Blackhawks' Kane knew injury was bad right away

                                                                                                                                                                                                   
  • Patrick Kane, who talked to the media Sunday for the first time since breaking his clavicle on Feb. 24, hopes the Hawks advance far enough in the playoffs so he can play again this season.

    Patrick Kane, who talked to the media Sunday for the first time since breaking his clavicle on Feb. 24, hopes the Hawks advance far enough in the playoffs so he can play again this season. Associated Press

 
 
Updated 3/8/2015 3:47 PM

When Patrick Kane crashed into the United Center boards on Feb. 24, he knew he was injured badly.

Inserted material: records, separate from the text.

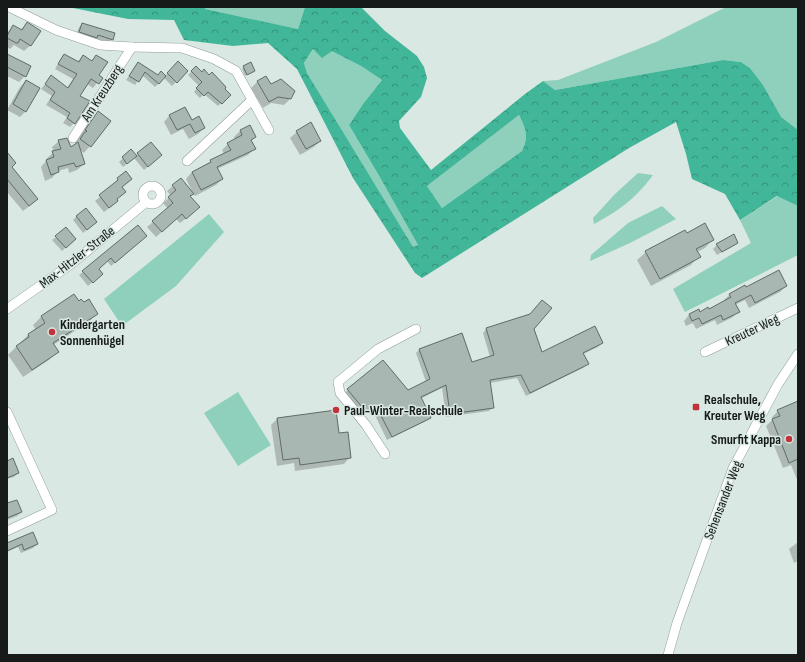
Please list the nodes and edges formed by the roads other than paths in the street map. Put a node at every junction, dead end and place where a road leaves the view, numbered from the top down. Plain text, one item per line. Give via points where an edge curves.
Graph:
1 (9, 7) edge
2 (132, 47) junction
3 (252, 100) junction
4 (268, 130) dead end
5 (73, 138) dead end
6 (187, 161) dead end
7 (145, 203) dead end
8 (798, 308) edge
9 (7, 310) edge
10 (416, 329) dead end
11 (705, 352) dead end
12 (798, 354) edge
13 (8, 415) edge
14 (385, 454) dead end
15 (7, 531) edge
16 (668, 655) edge

1 - 2 street, Am Kreuzberg via 56,30 100,45
2 - 3 street, Am Kreuzberg via 182,48 214,59 236,71
2 - 5 street, Am Kreuzberg
3 - 4 street, Am Kreuzberg
3 - 6 street
7 - 9 street, Max-Hitzler-Straße via 74,262
8 - 11 street, Kreuter Weg
10 - 14 street via 378,349 338,382 340,392
12 - 16 street, Sehensander Weg via 778,384 733,468 677,622
13 - 15 street via 52,510

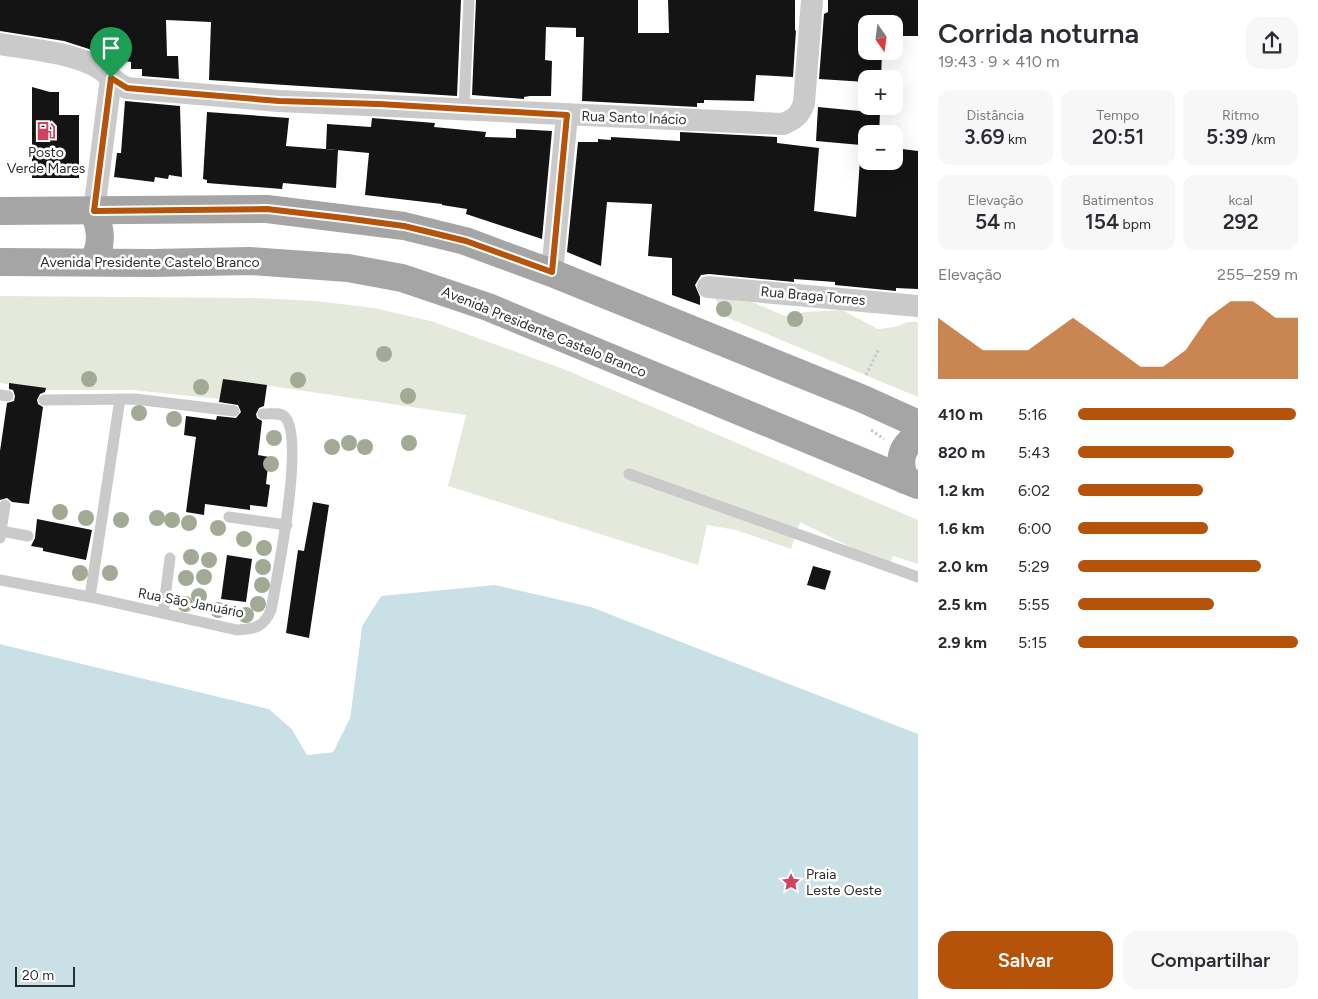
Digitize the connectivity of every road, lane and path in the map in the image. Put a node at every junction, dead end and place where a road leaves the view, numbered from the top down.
1 (469, 0) edge
2 (812, 0) edge
3 (0, 44) edge
4 (111, 78) junction
5 (464, 108) junction
6 (567, 115) junction
7 (0, 211) edge
8 (94, 211) junction
9 (0, 262) edge
10 (93, 262) junction
11 (552, 272) junction
12 (708, 287) dead end
13 (918, 306) edge
14 (879, 349) dead end
15 (864, 378) dead end
16 (120, 399) junction
17 (44, 400) dead end
18 (234, 410) dead end
19 (263, 414) dead end
20 (918, 424) edge
21 (918, 436) edge
22 (629, 474) dead end
23 (912, 483) edge
24 (5, 506) dead end
25 (229, 517) dead end
26 (287, 525) junction
27 (0, 534) edge
28 (28, 536) dead end
29 (170, 558) dead end
30 (918, 576) edge
31 (0, 580) edge
32 (90, 597) junction
33 (163, 613) junction

1 - 5 lane
2 - 6 street, Rua Santo Inácio
3 - 4 street, Rua Santo Inácio
4 - 5 street, Rua Santo Inácio
4 - 8 street
5 - 6 street, Rua Santo Inácio
6 - 11 street
7 - 8 main road
8 - 10 main road
8 - 11 main road
9 - 10 main road, Avenida Presidente Castelo Branco
10 - 23 main road, Avenida Presidente Castelo Branco
11 - 20 main road
12 - 13 street, Rua Braga Torres
14 - 15 path
16 - 17 lane
16 - 18 lane
16 - 32 lane
19 - 26 lane, Rua São Januário
21 - 23 main road
22 - 30 lane
24 - 27 lane
25 - 26 lane
26 - 33 lane, Rua São Januário
27 - 28 lane
29 - 33 lane
31 - 32 lane, Rua São Januário
32 - 33 lane, Rua São Januário

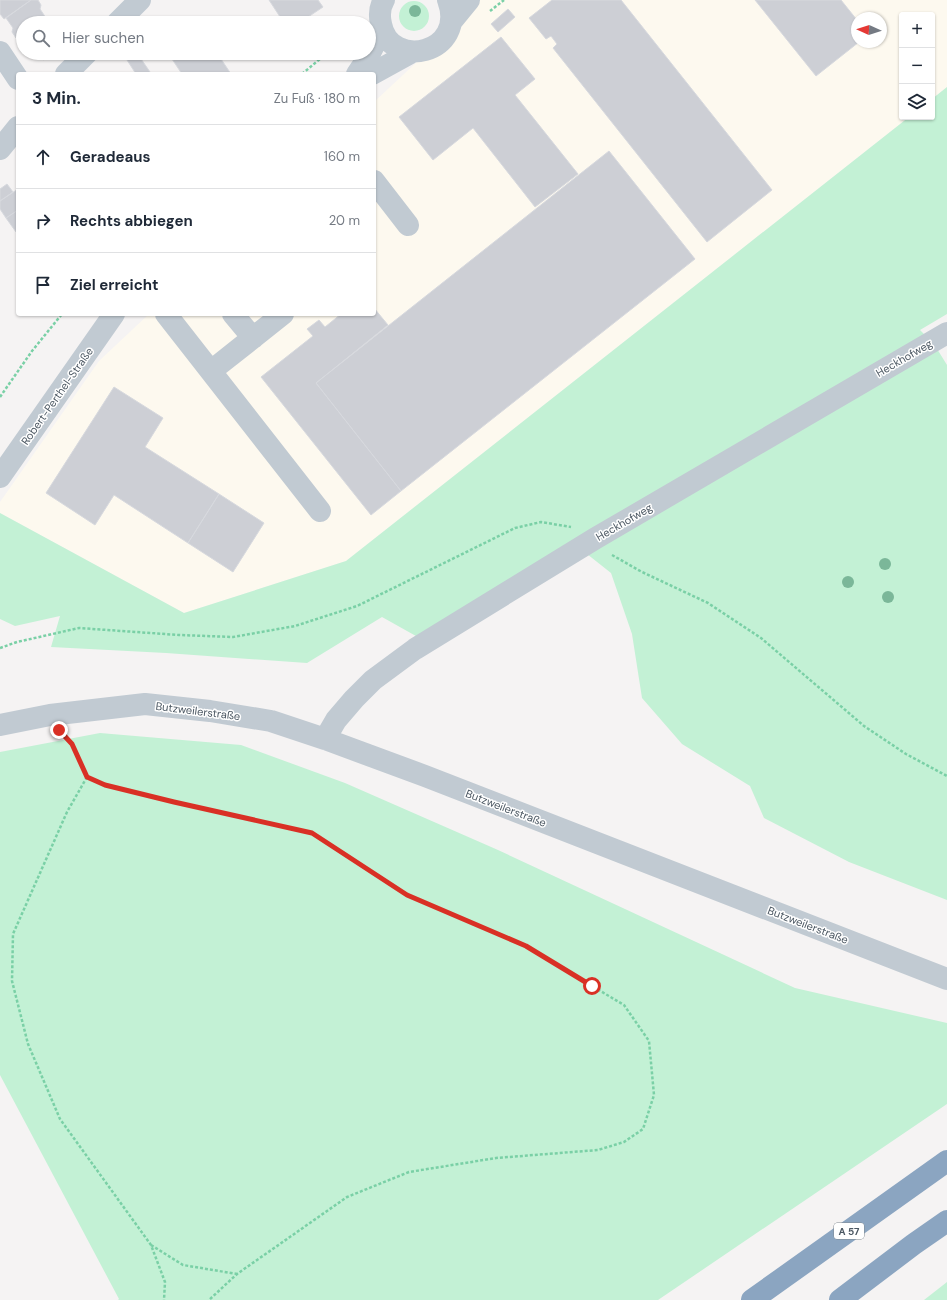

Still, as he waited for the diagnosis, a part of him held out hope he could return sooner than later.

 

"I was just kind of thinking, 'Hopefully they tell me it's not as bad as I think,' Kane said Sunday, talking to the media for the first time since crashing into the boards on a hit by Florida's Alex Petrovic.

But once the doctors saw the X-rays, they confirmed Kane's fears. The MVP candidate, who was tied for the league lead at the time with 64 points, had a broken clavicle and would be out 12 weeks.

"I've kind of moved on from it now, but at the same time it was definitely a tough couple of days after you hear the news of the injury and the extent of how long you'll be out," Kane said. "Especially when you're in the groove of playing games and looking forward to finishing the season strong and get into the playoffs, it definitely hurts. I'll try to do the best I can to get as ready as I can for playoffs and be ready to go when I come back."

As for the play itself, Kane called it "kind of flukey."

"I remember during the play I thought our defenseman was going to come down and pinch, so I kind of let up a little bit and tried to skate fast to the puck," Kane said. "And as I was skating, (he) kind of cross-checked me in the back there and I lost my balance. As I was losing my balance, it looked like I was trying to either make a play or chip it back to the point, so I couldn't really protect myself going into the boards."

Now Kane just hopes the Hawks can stay alive in the postseason long enough for him to return. That would probably mean they'll have to win the first two rounds of the playoffs, but the additions of Antoine Vermette, Timmo Kimonen and Andrew Dejardins certainly keep that dream alive.

"You can look back at the end of the year (and) if we have some good results in playoffs maybe you can say this was a blessing in disguise because of the moves we were allowed to make," Kane said. "Acquired some very valuable assets, great leadership and a puck-moving defenseman in Kimmo, and then it looks like Vermette is going to fit in pretty well on our team."